De hecho las japonesas no escatiman en gastos cuando se trata de su belleza.

Compañías alimenticias como Everlife ha sacado al mercado pastillas de ácido hialurónico, una sustancia hidrantante que produce el cuerpo humano. Sólo un gramo es capaz de retener el equivalente a uno seis litros de agua, previniendo las arrugas y el envejecimiento del cutis.
La caja de 100 pastillas cuesta 8.190 yenes y la de 180, 12,600 yenes, entre 85 y 120 dólares.

Las compañías que fabrican electrodomésticos tampoco se quedan atrás en esto de la belleza, la juventud y la nutrición. Mitsubishi y Toshiba lanzaron en enero refrigeradoras con un compartimento especial para verduras que consigue aumentar la cantidad de vitamina C en los vegetales a través de la emisión de rayos LED fotosintético. Esto permite que la cantidad de vitamina C aumente y no se pierda al guardarse en la nevera. Se sabe que la vitamina C y E son antioxidantes que retardan el envejecimiento.

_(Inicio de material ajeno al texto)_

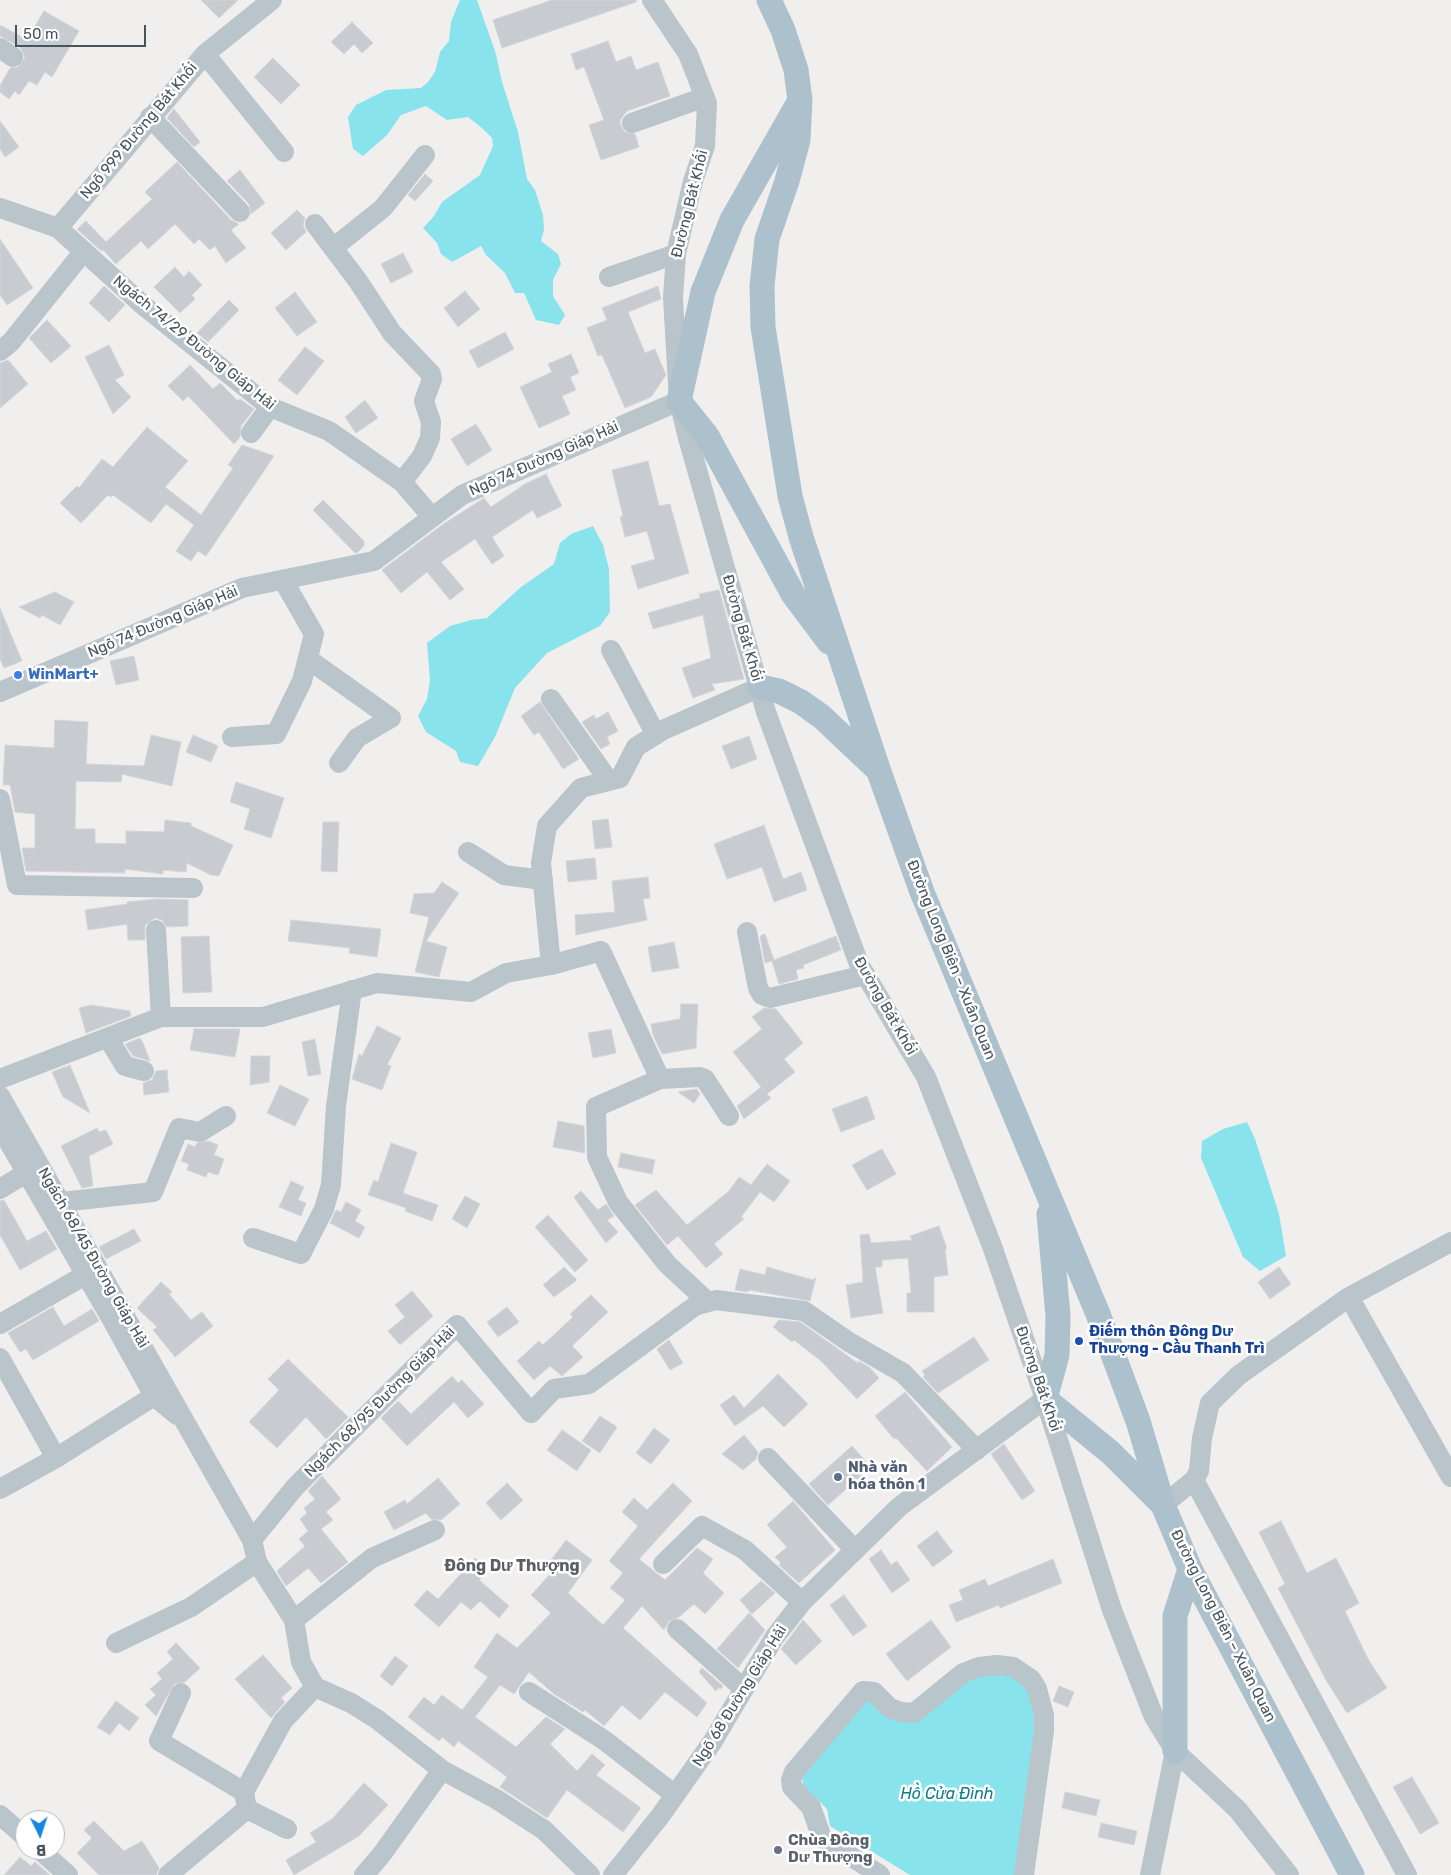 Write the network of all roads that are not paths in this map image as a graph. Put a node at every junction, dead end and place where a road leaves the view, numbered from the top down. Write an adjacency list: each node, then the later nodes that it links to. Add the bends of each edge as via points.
1 (272, 0): 4 (street, Ngõ 999 Đường Bát Khối)
2 (652, 0): 5 (street, Đường Bát Khối, via 688,54)
3 (768, 0): 6 (main road, Đường Long Biên – Xuân Quan, via 783,30 796,70)
4 (205, 54): 7 (street, Ngõ 999 Đường Bát Khối); 9 (street)
5 (705, 96): 8 (street); 17 (street, Đường Bát Khối, via 705,146 693,181)
6 (800, 100): 20 (main road, via 732,220 703,292); 27 (main road, Đường Long Biên – Xuân Quan, via 798,140 768,239 762,286 763,327 790,496)
7 (150, 117): 12 (street); 14 (street, Ngõ 999 Đường Bát Khối)
8 (632, 123)
9 (284, 152)
10 (425, 155): 15 (street, via 383,208)
11 (0, 208): 14 (street)
12 (240, 212)
13 (315, 224): 15 (street)
14 (58, 228): 16 (street, Ngách 74/29 Đường Giáp Hải)
15 (333, 248): 23 (street, via 392,333 431,374 424,401 431,422 430,438 422,456)
16 (84, 251): 19 (street, via 11,342); 21 (street, Ngách 74/29 Đường Giáp Hải, via 144,306)
17 (676, 254): 18 (street); 20 (street, Đường Bát Khối, via 673,298)
18 (610, 278)
19 (0, 351)
20 (679, 401): 24 (street, Ngõ 74 Đường Giáp Hải, via 462,495); 27 (main road, via 707,436 792,594); 29 (street, Đường Bát Khối)
21 (270, 407): 22 (street); 23 (street, Ngách 74/29 Đường Giáp Hải, via 329,431)
22 (251, 433)
23 (402, 482): 24 (street, Ngách 74/29 Đường Giáp Hải)
24 (432, 517): 25 (street, Ngõ 74 Đường Giáp Hải, via 374,561)
25 (283, 580): 28 (street, via 314,634); 30 (street, Ngõ 74 Đường Giáp Hải, via 242,588)
26 (612, 650): 32 (street)
27 (841, 658): 35 (main road, Đường Long Biên – Xuân Quan)
28 (308, 659): 33 (street, via 302,681 276,734); 34 (street, via 391,718 357,738)
29 (760, 687): 32 (street); 35 (main road, via 779,691 801,702); 44 (street, Đường Bát Khối, via 766,712 848,936)
30 (0, 692)
31 (551, 699): 36 (street)
32 (656, 735): 36 (street, via 636,747 620,778)
33 (232, 737)
34 (339, 763)
35 (878, 769): 56 (main road, Đường Long Biên – Xuân Quan, via 922,892)
36 (608, 781): 39 (street, via 581,788 547,826)
37 (0, 799): 40 (street, via 17,885)
38 (468, 852): 39 (street, via 504,875)
39 (543, 880): 43 (street)
40 (193, 888)
41 (156, 930): 46 (street)
42 (747, 932): 44 (street, via 758,988 762,995 770,998)
43 (551, 965): 45 (street, via 506,973 471,992 377,983); 50 (street, via 601,951)
44 (866, 976): 67 (street, Đường Bát Khối, via 926,1077 992,1246)
45 (352, 990): 46 (street, via 264,1017); 59 (street, via 336,1106 331,1184 324,1209 301,1254)
46 (161, 1017): 47 (street)
47 (108, 1038): 48 (street, via 125,1066); 49 (street)
48 (144, 1071)
49 (0, 1079)
50 (660, 1079): 53 (street, via 705,1078); 63 (street, via 596,1107 597,1157 618,1202 667,1264)
51 (0, 1096): 58 (street, Ngách 68/45 Đường Giáp Hải)
52 (226, 1116): 58 (street, via 200,1132 179,1128 152,1192)
53 (729, 1116)
54 (0, 1127): 55 (street, Ngách 68/45 Đường Giáp Hải)
55 (26, 1173): 57 (street); 61 (street, Ngách 68/45 Đường Giáp Hải)
56 (1046, 1186): 67 (main road, via 1058,1316 1056,1355); 75 (main road, Đường Long Biên – Xuân Quan, via 1138,1421)
57 (0, 1189)
58 (61, 1202): 68 (street, Ngách 68/45 Đường Giáp Hải)
59 (253, 1238)
60 (1451, 1242): 62 (street)
61 (85, 1275): 64 (street); 66 (street, Ngách 68/45 Đường Giáp Hải)
62 (1350, 1297): 72 (street); 73 (street, via 1239,1375 1210,1403 1199,1471)
63 (708, 1302): 69 (street, Ngách 68/95 Đường Giáp Hải, via 716,1300 804,1311 903,1373); 77 (street, Ngách 68/95 Đường Giáp Hải, via 695,1306 589,1384 554,1389 531,1413 458,1325 295,1487)
64 (0, 1324)
65 (0, 1358): 70 (street)
66 (154, 1396): 68 (street, Ngách 68/45 Đường Giáp Hải); 70 (street)
67 (1045, 1399): 69 (street, Ngõ 68 Đường Giáp Hải); 75 (main road, via 1111,1453); 90 (street, Đường Bát Khối, via 1112,1610 1154,1717)
68 (185, 1421): 77 (street, Ngách 68/45 Đường Giáp Hải)
69 (977, 1450): 78 (street, Ngõ 68 Đường Giáp Hải, via 899,1507)
70 (56, 1458): 74 (street)
71 (768, 1458): 78 (street)
72 (1451, 1478)
73 (1194, 1480): 75 (street); 110 (street)
74 (0, 1489)
75 (1163, 1505): 81 (main road, Đường Long Biên – Xuân Quan)
76 (435, 1530): 83 (street, via 372,1558)
77 (252, 1540): 79 (street, Ngách 68/45 Đường Giáp Hải)
78 (855, 1550): 82 (street, Ngõ 68 Đường Giáp Hải)
79 (257, 1562): 83 (street, Ngách 68/45 Đường Giáp Hải); 85 (street, via 191,1607)
80 (663, 1564): 82 (street, via 702,1526 745,1550)
81 (1190, 1569): 90 (main road, via 1175,1616); 109 (main road, Đường Long Biên – Xuân Quan)
82 (802, 1602): 87 (street, Ngõ 68 Đường Giáp Hải, via 774,1638)
83 (294, 1620): 86 (street, Ngách 68/45 Đường Giáp Hải, via 301,1662)
84 (677, 1629): 87 (street)
85 (116, 1642)
86 (315, 1687): 91 (street, via 351,1703 378,1720); 93 (street, via 283,1721)
87 (744, 1689): 92 (street, Ngõ 68 Đường Giáp Hải, via 714,1741)
88 (181, 1692): 93 (street, via 159,1741)
89 (529, 1692): 92 (street, via 604,1740)
90 (1175, 1751): 96 (street, Đường Bát Khối, via 1238,1810); 106 (street)
91 (442, 1770): 101 (street); 102 (street, via 544,1830)
92 (675, 1795): 103 (street, Ngõ 68 Đường Giáp Hải)
93 (245, 1800): 97 (street); 100 (street)
94 (0, 1815): 95 (street)
95 (15, 1828)
96 (1251, 1828): 107 (street); 108 (street, Đường Bát Khối)
97 (287, 1829)
98 (51, 1860): 99 (street)
99 (68, 1875)
100 (168, 1875)
101 (364, 1875)
102 (590, 1875)
103 (613, 1875)
104 (880, 1875): 105 (street, via 822,1838 811,1807 792,1787 794,1772 863,1691 874,1692 890,1708 914,1713 963,1673 997,1665 1013,1667 1031,1679 1044,1715)
105 (1024, 1875)
106 (1150, 1875)
107 (1269, 1875)
108 (1289, 1875)
109 (1352, 1875)
110 (1408, 1875)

El precio de estas refrigeradoras "inteligentes" que ayudan a producir la antioxidante vitamina C pasa de los 1.500 dólares.

El sueño de la eterna juventud acompaña al hombre desde que se pudo ver reflejado en el agua de los estanques, un reflejo que se volvió una obsesión cuando inventó el espejo.

Verse jóven es después de todo una ilusión. Porque la juventud es eso, un pasaje, un paraje breve que viejos poemas como el que acompaña a este texto, celebra con sabia melancolía.